If your server SSH runs on a non-standard port (say 2222):

rsync -av -e "ssh -p 2222" local-folder/ user@your-server:/path/on/server/

Example 4: exclude junk files

Excluding things is part of the workflow.

rsync -av --delete \
    --exclude ".DS_Store" \
    --exclude "node_modules/" \
    --exclude ".venv/" \
    -e "ssh" \
    ./ user@your-server:/var/www/my-site/

Example 5: backup your home folder (without doing something reckless)

This is a reasonable pattern for backups to a server directory:

rsync -av --progress \
    --exclude "Downloads/" \
    --exclude ".Trash/" \
    -e "ssh" \
    ~/ user@your-server:/backups/macbook-home/

If you want a “mirror” backup, you might add `--delete`, but only if you actually want deletions reflected in the backup.

Common mistakes (and how to not make them)

Mistake 1: using rsync without `-a`

If you don’t preserve timestamps/structure, you can end up with weird “everything changed” behavior on the next run. Start with `-a`.

Mistake 2: forgetting the trailing slash

It changes the meaning of the command. If your destination ends up with `my-folder/my-folder/`, this is usually why.

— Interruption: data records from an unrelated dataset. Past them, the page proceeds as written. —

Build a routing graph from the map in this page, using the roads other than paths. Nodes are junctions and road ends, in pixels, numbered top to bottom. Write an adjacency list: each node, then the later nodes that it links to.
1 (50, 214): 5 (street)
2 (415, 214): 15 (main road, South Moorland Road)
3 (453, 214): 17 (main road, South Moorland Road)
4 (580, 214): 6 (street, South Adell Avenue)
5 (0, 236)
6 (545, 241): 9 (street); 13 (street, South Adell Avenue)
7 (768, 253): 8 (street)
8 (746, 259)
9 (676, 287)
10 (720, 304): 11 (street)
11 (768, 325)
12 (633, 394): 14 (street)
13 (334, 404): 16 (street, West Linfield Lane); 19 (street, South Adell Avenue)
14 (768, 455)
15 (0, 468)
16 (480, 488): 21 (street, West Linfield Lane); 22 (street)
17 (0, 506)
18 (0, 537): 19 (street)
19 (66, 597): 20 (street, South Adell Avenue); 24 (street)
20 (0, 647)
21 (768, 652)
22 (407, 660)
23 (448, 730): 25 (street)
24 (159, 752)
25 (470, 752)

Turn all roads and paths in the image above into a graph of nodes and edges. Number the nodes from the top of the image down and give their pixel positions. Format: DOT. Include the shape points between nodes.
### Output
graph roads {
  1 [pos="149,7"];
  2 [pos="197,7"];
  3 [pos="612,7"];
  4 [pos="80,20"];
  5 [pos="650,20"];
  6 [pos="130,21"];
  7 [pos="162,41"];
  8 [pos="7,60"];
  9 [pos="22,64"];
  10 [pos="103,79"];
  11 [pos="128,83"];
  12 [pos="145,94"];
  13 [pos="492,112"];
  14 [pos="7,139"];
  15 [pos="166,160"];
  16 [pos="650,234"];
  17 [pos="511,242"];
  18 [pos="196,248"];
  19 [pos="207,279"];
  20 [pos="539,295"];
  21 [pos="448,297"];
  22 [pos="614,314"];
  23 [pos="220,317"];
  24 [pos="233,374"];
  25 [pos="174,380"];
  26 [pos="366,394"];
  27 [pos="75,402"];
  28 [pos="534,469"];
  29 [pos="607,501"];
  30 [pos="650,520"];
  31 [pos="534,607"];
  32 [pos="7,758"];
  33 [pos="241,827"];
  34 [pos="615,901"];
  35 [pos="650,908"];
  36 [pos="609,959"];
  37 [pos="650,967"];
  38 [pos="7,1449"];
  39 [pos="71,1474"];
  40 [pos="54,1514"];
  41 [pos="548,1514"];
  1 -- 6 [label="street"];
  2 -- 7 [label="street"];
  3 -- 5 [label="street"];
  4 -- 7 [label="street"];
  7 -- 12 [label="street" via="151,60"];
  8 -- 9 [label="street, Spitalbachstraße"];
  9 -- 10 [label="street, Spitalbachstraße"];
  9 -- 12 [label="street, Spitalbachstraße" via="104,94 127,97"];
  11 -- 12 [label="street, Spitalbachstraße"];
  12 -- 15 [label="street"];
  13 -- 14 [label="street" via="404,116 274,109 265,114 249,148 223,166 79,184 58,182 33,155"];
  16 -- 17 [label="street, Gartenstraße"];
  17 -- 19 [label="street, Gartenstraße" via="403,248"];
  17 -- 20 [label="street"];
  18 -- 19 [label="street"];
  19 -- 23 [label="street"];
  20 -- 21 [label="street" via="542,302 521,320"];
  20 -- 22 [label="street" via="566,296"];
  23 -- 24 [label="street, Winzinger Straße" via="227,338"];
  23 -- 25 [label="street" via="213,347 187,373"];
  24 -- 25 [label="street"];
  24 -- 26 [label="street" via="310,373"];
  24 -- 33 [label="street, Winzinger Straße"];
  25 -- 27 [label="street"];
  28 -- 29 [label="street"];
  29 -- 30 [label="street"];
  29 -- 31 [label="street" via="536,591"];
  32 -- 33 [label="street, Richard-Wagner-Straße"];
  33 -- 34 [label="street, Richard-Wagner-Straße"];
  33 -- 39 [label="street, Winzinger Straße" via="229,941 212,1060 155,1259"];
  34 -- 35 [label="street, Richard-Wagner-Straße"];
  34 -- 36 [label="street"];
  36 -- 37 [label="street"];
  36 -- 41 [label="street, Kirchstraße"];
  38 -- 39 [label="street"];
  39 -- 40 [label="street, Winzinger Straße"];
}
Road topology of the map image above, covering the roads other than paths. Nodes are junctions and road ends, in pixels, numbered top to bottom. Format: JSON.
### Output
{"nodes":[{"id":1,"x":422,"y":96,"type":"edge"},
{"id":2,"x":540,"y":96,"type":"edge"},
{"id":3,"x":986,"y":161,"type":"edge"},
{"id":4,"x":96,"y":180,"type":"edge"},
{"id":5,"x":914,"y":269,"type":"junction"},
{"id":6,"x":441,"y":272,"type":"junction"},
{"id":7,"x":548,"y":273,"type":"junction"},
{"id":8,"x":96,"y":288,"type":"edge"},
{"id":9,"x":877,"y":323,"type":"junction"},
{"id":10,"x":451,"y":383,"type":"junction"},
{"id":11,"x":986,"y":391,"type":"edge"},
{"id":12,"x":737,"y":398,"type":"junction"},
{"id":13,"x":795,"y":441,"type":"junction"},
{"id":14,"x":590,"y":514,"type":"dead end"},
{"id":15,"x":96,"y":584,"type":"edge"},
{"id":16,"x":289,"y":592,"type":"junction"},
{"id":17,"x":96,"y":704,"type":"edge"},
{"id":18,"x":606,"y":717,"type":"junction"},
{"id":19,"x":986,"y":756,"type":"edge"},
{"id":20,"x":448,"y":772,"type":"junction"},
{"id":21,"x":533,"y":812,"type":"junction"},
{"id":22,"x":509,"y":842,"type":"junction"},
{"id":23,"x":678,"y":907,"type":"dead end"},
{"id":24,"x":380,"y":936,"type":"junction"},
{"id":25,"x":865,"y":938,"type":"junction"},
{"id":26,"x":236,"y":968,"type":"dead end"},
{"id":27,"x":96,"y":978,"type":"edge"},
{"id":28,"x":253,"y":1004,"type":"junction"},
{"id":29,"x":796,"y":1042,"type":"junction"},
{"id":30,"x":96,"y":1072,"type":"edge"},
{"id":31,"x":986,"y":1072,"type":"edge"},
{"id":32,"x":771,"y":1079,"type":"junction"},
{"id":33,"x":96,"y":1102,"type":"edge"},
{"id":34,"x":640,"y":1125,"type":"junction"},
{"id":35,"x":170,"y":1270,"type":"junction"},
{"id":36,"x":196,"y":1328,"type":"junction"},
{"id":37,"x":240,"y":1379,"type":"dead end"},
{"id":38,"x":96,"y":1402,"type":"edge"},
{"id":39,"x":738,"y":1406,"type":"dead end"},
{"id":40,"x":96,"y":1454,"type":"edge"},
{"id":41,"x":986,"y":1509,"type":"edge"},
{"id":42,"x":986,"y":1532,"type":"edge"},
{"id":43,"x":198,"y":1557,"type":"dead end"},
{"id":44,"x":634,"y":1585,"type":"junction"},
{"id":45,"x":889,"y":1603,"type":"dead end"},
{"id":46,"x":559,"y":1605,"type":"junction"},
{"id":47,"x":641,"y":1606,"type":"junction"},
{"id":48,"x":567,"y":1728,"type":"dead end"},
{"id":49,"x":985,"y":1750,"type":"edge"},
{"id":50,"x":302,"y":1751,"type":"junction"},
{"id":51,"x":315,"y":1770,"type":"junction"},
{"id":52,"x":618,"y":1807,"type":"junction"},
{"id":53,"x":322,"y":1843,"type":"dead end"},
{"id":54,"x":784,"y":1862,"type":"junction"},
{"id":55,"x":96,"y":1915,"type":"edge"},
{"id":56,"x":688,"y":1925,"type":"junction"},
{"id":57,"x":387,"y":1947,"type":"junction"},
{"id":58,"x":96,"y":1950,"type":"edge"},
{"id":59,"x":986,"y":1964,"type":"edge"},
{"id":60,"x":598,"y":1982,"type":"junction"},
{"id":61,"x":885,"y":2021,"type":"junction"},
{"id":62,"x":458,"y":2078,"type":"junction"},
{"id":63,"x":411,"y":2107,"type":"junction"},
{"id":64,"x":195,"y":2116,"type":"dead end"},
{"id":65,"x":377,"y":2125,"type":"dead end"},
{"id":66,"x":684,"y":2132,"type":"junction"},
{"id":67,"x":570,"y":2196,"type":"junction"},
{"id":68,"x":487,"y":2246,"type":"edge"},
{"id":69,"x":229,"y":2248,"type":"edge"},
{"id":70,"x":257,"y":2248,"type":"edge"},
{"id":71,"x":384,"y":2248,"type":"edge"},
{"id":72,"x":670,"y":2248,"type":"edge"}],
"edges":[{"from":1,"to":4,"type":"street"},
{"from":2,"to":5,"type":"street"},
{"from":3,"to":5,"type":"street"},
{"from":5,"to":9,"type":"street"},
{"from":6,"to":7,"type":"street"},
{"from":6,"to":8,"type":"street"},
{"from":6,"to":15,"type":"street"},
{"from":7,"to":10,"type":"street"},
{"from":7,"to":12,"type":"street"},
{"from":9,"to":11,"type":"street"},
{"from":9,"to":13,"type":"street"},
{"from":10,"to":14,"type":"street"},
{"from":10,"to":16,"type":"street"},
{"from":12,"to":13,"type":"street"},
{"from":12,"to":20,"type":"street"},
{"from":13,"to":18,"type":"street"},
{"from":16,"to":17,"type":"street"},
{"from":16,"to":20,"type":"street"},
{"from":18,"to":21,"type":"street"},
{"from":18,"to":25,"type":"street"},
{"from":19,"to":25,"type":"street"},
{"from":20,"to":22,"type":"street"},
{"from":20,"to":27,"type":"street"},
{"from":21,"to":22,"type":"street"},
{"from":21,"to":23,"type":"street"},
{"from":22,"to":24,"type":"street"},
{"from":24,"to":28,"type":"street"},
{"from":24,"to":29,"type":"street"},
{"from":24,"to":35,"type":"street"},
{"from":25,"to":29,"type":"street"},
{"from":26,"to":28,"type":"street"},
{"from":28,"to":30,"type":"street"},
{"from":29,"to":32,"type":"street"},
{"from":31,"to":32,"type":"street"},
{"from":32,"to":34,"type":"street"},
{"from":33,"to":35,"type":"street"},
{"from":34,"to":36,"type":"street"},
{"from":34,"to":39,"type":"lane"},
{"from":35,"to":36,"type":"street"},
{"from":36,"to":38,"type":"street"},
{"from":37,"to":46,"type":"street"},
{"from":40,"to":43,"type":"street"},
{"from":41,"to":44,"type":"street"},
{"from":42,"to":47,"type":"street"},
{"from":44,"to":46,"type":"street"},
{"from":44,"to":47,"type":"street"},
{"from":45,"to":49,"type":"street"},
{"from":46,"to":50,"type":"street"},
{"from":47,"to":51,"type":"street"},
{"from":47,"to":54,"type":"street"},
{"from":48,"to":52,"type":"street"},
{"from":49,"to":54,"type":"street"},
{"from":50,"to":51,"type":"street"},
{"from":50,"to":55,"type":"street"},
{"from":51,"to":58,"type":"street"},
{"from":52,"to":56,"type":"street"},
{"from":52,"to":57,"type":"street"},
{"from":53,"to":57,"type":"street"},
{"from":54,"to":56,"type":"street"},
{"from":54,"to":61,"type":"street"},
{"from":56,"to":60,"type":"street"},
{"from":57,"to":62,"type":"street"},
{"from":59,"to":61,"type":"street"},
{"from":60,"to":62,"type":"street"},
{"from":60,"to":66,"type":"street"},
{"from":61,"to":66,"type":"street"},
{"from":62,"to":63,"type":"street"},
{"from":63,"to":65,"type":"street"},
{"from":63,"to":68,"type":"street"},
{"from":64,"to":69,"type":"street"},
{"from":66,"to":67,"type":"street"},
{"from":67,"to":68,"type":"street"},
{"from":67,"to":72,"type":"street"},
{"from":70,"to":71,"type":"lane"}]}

Mistake 3: using `--delete` without a dry run

If the path is wrong, you can delete the wrong destination content. Use:

rsync -av --dry-run --delete ...

Mistake 4: not quoting the SSH command

If you add SSH flags, quote it:

rsync -av -e "ssh -p 2222" ...

A practical “starter command”

If you want a baseline command for syncing a local folder to an Ubuntu server:

rsync -av --progress --dry-run --delete -e "ssh" ./ user@your-server:/path/on/server/

Remove `--dry-run` once it prints exactly what you expect.

Key takeaways

  • Rsync is about repeatable sync, not one-off copying.
  • `-a` is the default mode you want.
  • Trailing slashes matter.
  • `--dry-run` is your safety net.
  • Over SSH, rsync is one of the cleanest “Mac to Ubuntu server” file transfer workflows.